### [Exercise]
When a line of the records below contains the string "main", copy that whole line.

:::::

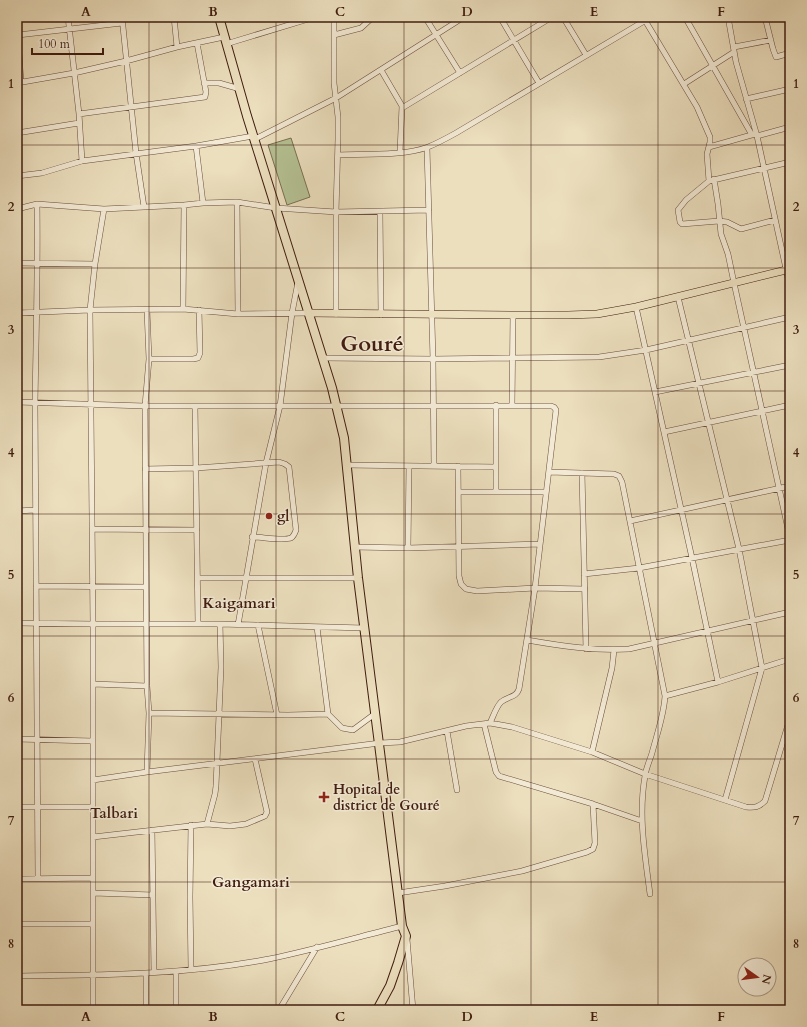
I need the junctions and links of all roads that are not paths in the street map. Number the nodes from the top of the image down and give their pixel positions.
1 (68, 17) edge
2 (174, 17) edge
3 (219, 17) edge
4 (315, 17) edge
5 (334, 17) edge
6 (373, 17) edge
7 (425, 17) edge
8 (464, 17) edge
9 (500, 17) edge
10 (552, 17) edge
11 (563, 17) edge
12 (651, 17) edge
13 (685, 17) edge
14 (728, 17) edge
15 (765, 17) edge
16 (644, 19) edge
17 (122, 20) edge
18 (17, 25) edge
19 (70, 29) junction
20 (18, 35) edge
21 (436, 35) junction
22 (334, 36) junction
23 (225, 40) junction
24 (514, 40) junction
25 (771, 40) junction
26 (197, 42) junction
27 (177, 47) junction
28 (734, 50) junction
29 (790, 54) edge
30 (586, 55) junction
31 (126, 61) junction
32 (713, 65) junction
33 (381, 70) junction
34 (74, 73) junction
35 (460, 73) junction
36 (19, 83) edge
37 (204, 83) junction
38 (539, 83) junction
39 (684, 84) junction
40 (240, 89) junction
41 (790, 89) edge
42 (336, 98) junction
43 (746, 99) junction
44 (132, 108) junction
45 (402, 108) junction
46 (79, 114) junction
47 (79, 123) junction
48 (790, 127) edge
49 (17, 133) edge
50 (755, 135) junction
51 (254, 137) junction
52 (196, 146) junction
53 (709, 147) junction
54 (427, 148) junction
55 (400, 152) junction
56 (136, 153) junction
57 (338, 155) junction
58 (82, 161) junction
59 (790, 162) edge
60 (764, 168) junction
61 (17, 176) edge
62 (712, 180) junction
63 (237, 202) junction
64 (203, 203) junction
65 (37, 204) junction
66 (184, 205) junction
67 (144, 207) junction
68 (276, 208) junction
69 (17, 209) edge
70 (104, 209) junction
71 (429, 210) junction
72 (336, 212) junction
73 (380, 212) junction
74 (775, 220) junction
75 (719, 221) junction
76 (17, 263) edge
77 (38, 264) junction
78 (95, 264) junction
79 (788, 270) edge
80 (299, 279) junction
81 (734, 283) junction
82 (790, 287) edge
83 (678, 297) junction
84 (636, 307) junction
85 (183, 309) junction
86 (90, 310) junction
87 (147, 310) junction
88 (199, 310) junction
89 (17, 313) edge
90 (37, 313) junction
91 (292, 313) junction
92 (309, 313) junction
93 (238, 314) junction
94 (336, 314) junction
95 (381, 315) junction
96 (431, 315) junction
97 (513, 315) junction
98 (790, 317) edge
99 (744, 328) junction
100 (689, 341) junction
101 (646, 350) junction
102 (323, 358) junction
103 (364, 358) junction
104 (149, 359) junction
105 (512, 359) junction
106 (433, 360) junction
107 (364, 365) dead end
108 (790, 365) edge
109 (754, 372) junction
110 (699, 383) junction
111 (655, 392) junction
112 (17, 402) edge
113 (35, 402) junction
114 (92, 404) junction
115 (337, 405) junction
116 (434, 405) junction
117 (496, 405) junction
118 (512, 405) junction
119 (790, 405) edge
120 (145, 406) junction
121 (195, 406) junction
122 (280, 406) junction
123 (762, 410) junction
124 (709, 422) junction
125 (664, 432) junction
126 (266, 463) junction
127 (346, 465) junction
128 (409, 466) junction
129 (434, 466) junction
130 (458, 466) junction
131 (496, 467) junction
132 (196, 468) junction
133 (145, 469) junction
134 (549, 472) junction
135 (582, 472) junction
136 (790, 486) edge
137 (779, 489) junction
138 (459, 492) junction
139 (496, 492) junction
140 (546, 492) junction
141 (727, 500) junction
142 (681, 509) junction
143 (36, 510) junction
144 (17, 511) edge
145 (630, 520) junction
146 (92, 529) junction
147 (146, 530) junction
148 (197, 530) junction
149 (252, 537) junction
150 (790, 539) edge
151 (540, 544) junction
152 (459, 546) junction
153 (354, 547) junction
154 (408, 548) junction
155 (739, 549) junction
156 (692, 558) junction
157 (639, 568) junction
158 (584, 574) junction
159 (198, 578) junction
160 (245, 578) junction
161 (358, 578) junction
162 (36, 586) junction
163 (93, 587) junction
164 (146, 587) junction
165 (535, 588) junction
166 (585, 589) junction
167 (790, 612) edge
168 (753, 620) junction
169 (17, 623) edge
170 (36, 623) junction
171 (93, 624) junction
172 (146, 624) junction
173 (198, 624) junction
174 (220, 624) junction
175 (238, 625) junction
176 (258, 625) junction
177 (317, 627) junction
178 (364, 628) junction
179 (707, 631) junction
180 (527, 640) junction
181 (655, 643) junction
182 (586, 649) junction
183 (614, 650) junction
184 (790, 659) edge
185 (762, 668) junction
186 (718, 682) junction
187 (93, 684) junction
188 (147, 686) junction
189 (665, 696) junction
190 (148, 713) junction
191 (218, 713) junction
192 (376, 713) junction
193 (328, 714) junction
194 (277, 715) junction
195 (790, 718) edge
196 (490, 723) junction
197 (484, 724) junction
198 (447, 731) junction
199 (17, 739) edge
200 (36, 740) junction
201 (93, 741) junction
202 (380, 744) junction
203 (592, 752) junction
204 (255, 759) junction
205 (216, 763) junction
206 (147, 772) junction
207 (645, 774) junction
208 (92, 780) junction
209 (457, 790) dead end
210 (725, 800) junction
211 (593, 804) junction
212 (17, 807) edge
213 (37, 807) junction
214 (93, 807) junction
215 (642, 821) junction
216 (207, 824) junction
217 (191, 825) junction
218 (152, 830) junction
219 (93, 837) junction
220 (38, 878) junction
221 (93, 878) junction
222 (17, 879) edge
223 (93, 893) junction
224 (398, 893) junction
225 (650, 894) dead end
226 (153, 895) junction
227 (17, 924) edge
228 (93, 924) junction
229 (402, 926) junction
230 (406, 936) junction
231 (316, 947) junction
232 (191, 970) junction
233 (176, 971) junction
234 (154, 972) junction
235 (146, 973) junction
236 (94, 975) junction
237 (17, 976) edge
238 (93, 1010) edge
239 (146, 1010) edge
240 (176, 1010) edge
241 (278, 1010) edge
242 (377, 1010) edge
243 (413, 1010) edge

1 - 19 street
2 - 27 street
3 - 23 highway
4 - 23 street
5 - 22 street
6 - 22 street
7 - 21 street
8 - 21 street
9 - 24 street
10 - 24 street
11 - 30 street
12 - 16 street
13 - 32 street
14 - 28 street
15 - 25 street
16 - 30 street
16 - 39 street
17 - 19 street
17 - 31 street
18 - 20 street
19 - 20 street
19 - 34 street
20 - 36 street
21 - 33 street
21 - 35 street
22 - 42 street
23 - 26 street
23 - 40 highway
24 - 35 street
24 - 38 street
25 - 28 street
25 - 29 street
26 - 27 street
26 - 37 street
27 - 31 street
28 - 32 street
28 - 43 street
30 - 38 street
31 - 34 street
31 - 44 street
32 - 39 street
32 - 50 street
33 - 42 street
33 - 45 street
34 - 36 street
34 - 46 street
35 - 45 street
37 - 40 street
37 - 44 street
38 - 54 street
39 - 53 street
40 - 51 highway
41 - 43 street
42 - 51 street
42 - 57 street
43 - 50 street
44 - 46 street
44 - 56 street
45 - 55 street
46 - 47 street
47 - 49 street
47 - 58 street
48 - 50 street
50 - 53 street
50 - 60 street
51 - 52 street
51 - 68 highway
52 - 56 street
52 - 64 street
53 - 62 street
54 - 55 street
54 - 71 street
55 - 57 street
56 - 58 street
56 - 67 street
57 - 72 street
58 - 61 street
59 - 60 street
60 - 62 street
60 - 74 street
62 - 75 street
62 - 75 street
63 - 64 street
63 - 68 street
63 - 93 street
64 - 66 street
65 - 69 street
65 - 70 street
65 - 77 street
66 - 67 street
66 - 85 street
67 - 70 street
68 - 72 street
68 - 80 highway
70 - 78 street
71 - 73 street
71 - 96 street
72 - 73 street
72 - 94 street
73 - 95 street
74 - 75 street
74 - 79 street
75 - 81 street
76 - 77 street
77 - 78 street
77 - 90 street
78 - 86 street
79 - 81 main road
79 - 82 street
80 - 91 street
80 - 92 highway
81 - 83 main road
81 - 99 street
83 - 84 main road
83 - 100 street
84 - 97 main road
84 - 101 street
85 - 87 street
85 - 88 street
86 - 87 street
86 - 90 street
86 - 114 street
87 - 104 street
88 - 93 street
88 - 104 street
89 - 90 street
90 - 113 street
91 - 92 street
91 - 93 street
91 - 122 street
92 - 94 main road
92 - 102 highway
94 - 95 main road
95 - 96 main road
96 - 97 main road
96 - 106 street
97 - 105 street
98 - 99 street
99 - 100 street
99 - 109 street
100 - 101 street
100 - 110 street
101 - 105 street
101 - 111 street
102 - 103 street
102 - 115 highway
103 - 106 street
103 - 107 street
104 - 120 street
105 - 106 street
105 - 118 street
106 - 116 street
108 - 109 street
109 - 110 street
109 - 123 street
110 - 111 street
110 - 124 street
111 - 125 street
112 - 113 street
113 - 114 street
113 - 143 street
114 - 120 street
114 - 146 street
115 - 116 street
115 - 122 street
115 - 127 highway
116 - 117 street
116 - 129 street
117 - 118 street
117 - 131 street
118 - 134 street
119 - 123 street
120 - 121 street
120 - 133 street
121 - 122 street
121 - 132 street
122 - 126 street
123 - 124 street
123 - 137 street
124 - 125 street
124 - 141 street
125 - 142 street
126 - 132 street
126 - 149 street
126 - 149 street
127 - 128 street
127 - 153 highway
128 - 129 street
128 - 154 street
129 - 130 street
130 - 131 street
130 - 138 street
131 - 139 street
132 - 133 street
132 - 148 street
133 - 147 street
134 - 135 street
134 - 140 street
135 - 145 street
135 - 158 street
136 - 137 street
137 - 141 street
137 - 150 street
138 - 139 street
138 - 152 street
139 - 140 street
140 - 151 street
141 - 142 street
141 - 155 street
142 - 145 street
142 - 156 street
143 - 144 street
143 - 162 street
145 - 157 street
146 - 147 street
146 - 163 street
147 - 148 street
147 - 164 street
148 - 159 street
149 - 160 street
150 - 155 street
151 - 152 street
151 - 165 street
152 - 154 street
152 - 165 street
153 - 154 street
153 - 161 highway
155 - 156 street
155 - 168 street
156 - 157 street
156 - 179 street
157 - 158 street
157 - 181 street
158 - 166 street
159 - 160 street
159 - 173 street
160 - 161 street
160 - 175 street
161 - 178 highway
162 - 163 street
162 - 170 street
163 - 164 street
163 - 171 street
164 - 172 street
165 - 166 street
165 - 180 street
166 - 182 street
167 - 168 street
168 - 179 street
168 - 185 street
169 - 170 street
170 - 171 street
170 - 200 street
171 - 172 street
171 - 187 street
172 - 173 street
172 - 188 street
173 - 174 street
174 - 175 street
174 - 191 street
175 - 176 street
176 - 177 street
176 - 194 street
177 - 178 street
177 - 193 street
178 - 192 highway
179 - 181 street
179 - 186 street
180 - 182 street
180 - 196 street
181 - 183 street
181 - 189 street
182 - 183 street
183 - 203 street
184 - 185 street
185 - 186 street
185 - 210 street
186 - 189 street
187 - 188 street
187 - 201 street
188 - 190 street
189 - 207 street
190 - 191 street
190 - 206 street
191 - 194 street
191 - 205 street
192 - 193 street
192 - 202 highway
193 - 194 street
195 - 210 street
196 - 197 street
196 - 203 street
197 - 198 street
197 - 211 street
198 - 202 street
198 - 209 street
199 - 200 street
200 - 201 street
200 - 213 street
201 - 208 street
202 - 204 street
202 - 224 highway
203 - 207 street
204 - 205 street
204 - 216 street
205 - 206 street
205 - 216 street
206 - 208 street
207 - 210 street
207 - 215 street
208 - 214 street
211 - 215 street
211 - 224 street
212 - 213 street
213 - 214 street
213 - 220 street
214 - 219 street
215 - 225 street
216 - 217 street
217 - 218 street
217 - 232 street
218 - 219 street
218 - 226 street
219 - 221 street
220 - 221 street
220 - 222 street
221 - 223 street
223 - 226 street
223 - 228 street
224 - 229 highway
226 - 234 street
227 - 228 street
228 - 236 street
229 - 230 highway
229 - 231 street
230 - 242 highway
230 - 243 street
231 - 232 street
231 - 241 street
232 - 233 street
233 - 234 street
233 - 240 street
234 - 235 street
235 - 236 street
235 - 239 street
236 - 237 street
236 - 238 street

:::::

### [Answer for this exercise]
79 - 81 main road
81 - 83 main road
83 - 84 main road
84 - 97 main road
92 - 94 main road
94 - 95 main road
95 - 96 main road
96 - 97 main road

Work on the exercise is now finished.